With this in mind, we are beginning to redeploy capital to EM where we can find good value.
What we’re seeing:
- Equities: The dramatic negative momentum of earnings should soon end as commodity prices stop falling and purchasing managers indexes rise. Based on the MSCI EM and ACWI indexes, trailing price-to-earnings multiples for EM are at a 25% discount to developed markets, dividend yields are slightly higher, and while return-on-equity is similar, EM offers significantly higher free cash flow yields (8% versus 6%). So we think equities are a great way to get selective EM exposure.
- Currencies: We like a number of markedly depreciated currencies that offer yields rivaling high yield debt but with much more liquidity and far less risk of sharp price swings.
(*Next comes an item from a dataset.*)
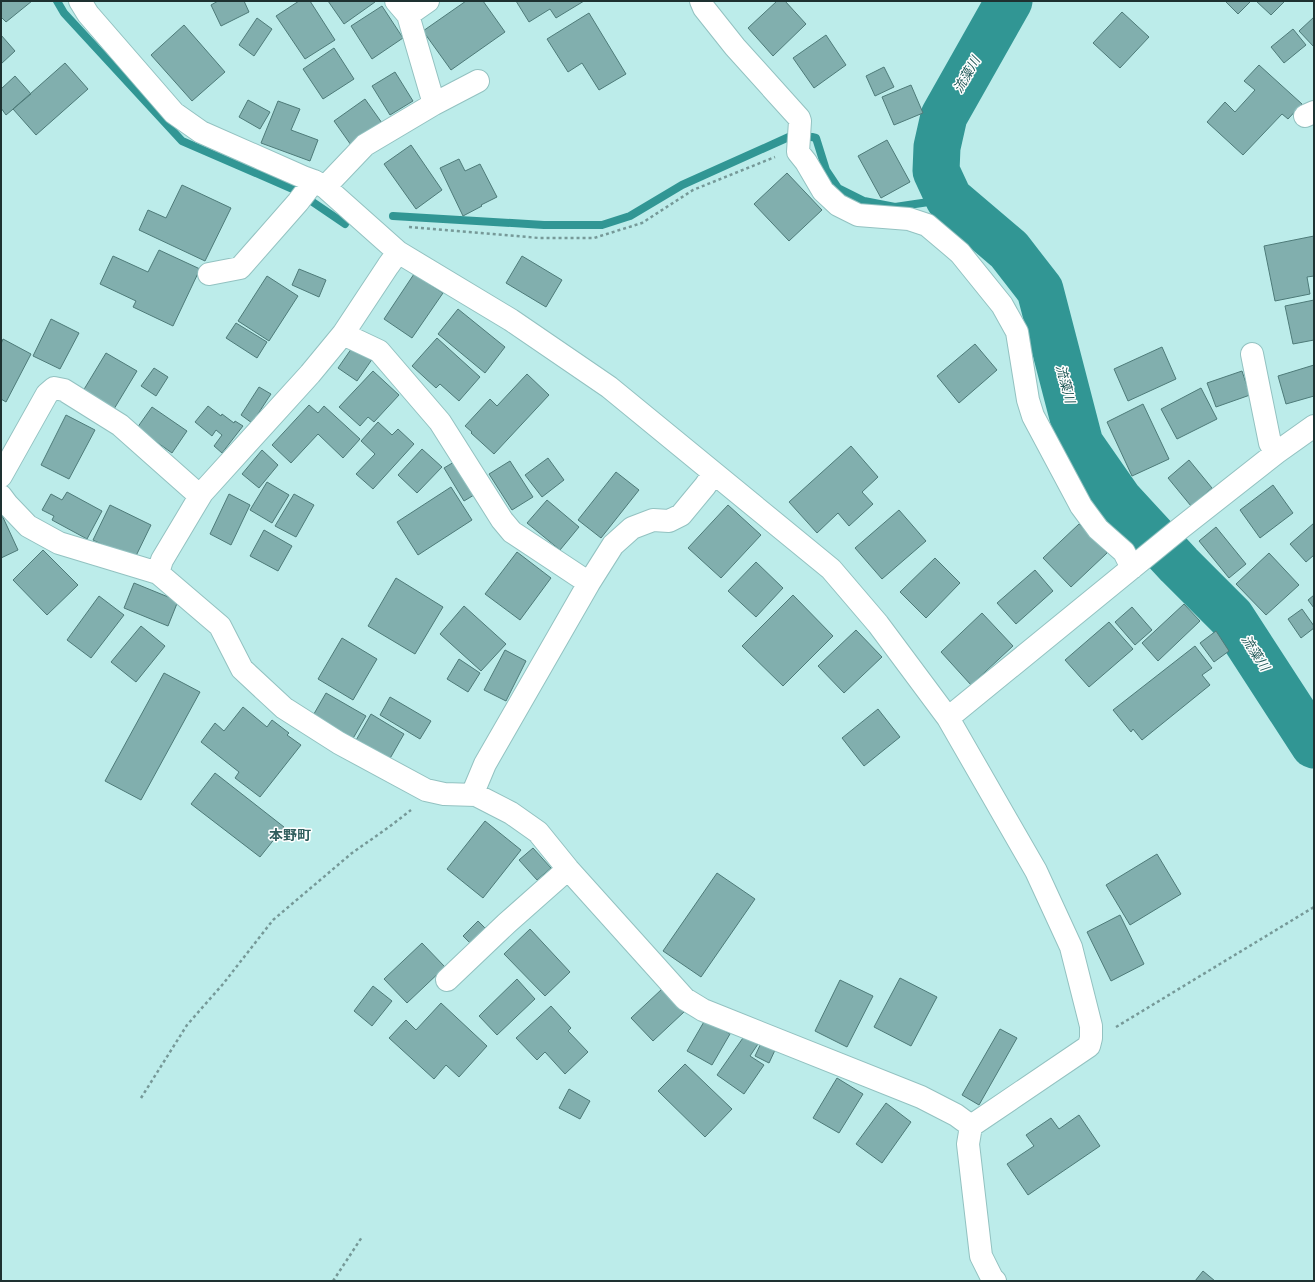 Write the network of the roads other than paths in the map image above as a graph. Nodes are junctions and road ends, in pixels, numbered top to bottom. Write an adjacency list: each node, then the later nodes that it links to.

These include the Mexican peso and Russian ruble.
- Rates: A number of yield curves, including those in Mexico and South Africa, are particularly attractive as we believe investors have priced in too many interest rate hikes.
Putting EM in context
From a portfolio perspective, there has been little incentive to venture out of developed markets in recent years. Across equities and fixed income, the developed markets have enjoyed outsized returns for the past five years, supported by ever lower interest rates and central banks’ quantitative easing policies. Emerging market assets, meanwhile, have lagged as growth rates – and commodity prices – fell dramatically, and, more recently, the Federal Reserve moved toward normalizing interest rates in the U.S.
Now, however, valuations in the developed markets fully reflect the benefits of a lower discount factor. The tailwinds of accommodative central bank policies are fading and may even be disappearing: We have reached the watershed of negative interest rates in many countries and wonder if they are helpful at all, as they are accompanied by tighter financial conditions.
Just as these tailwinds abate, the outlook for emerging markets is improving. Of course, some risks remain. While the C’s (China, central banks and commodities) are calmer, we will have to watch for potential storms, including faster-than-expected depreciation in the yuan or another sudden fall in oil prices.
Earlier in the year, we were cautious toward emerging markets but kept an open mind. Now we think the time has come to actively engage.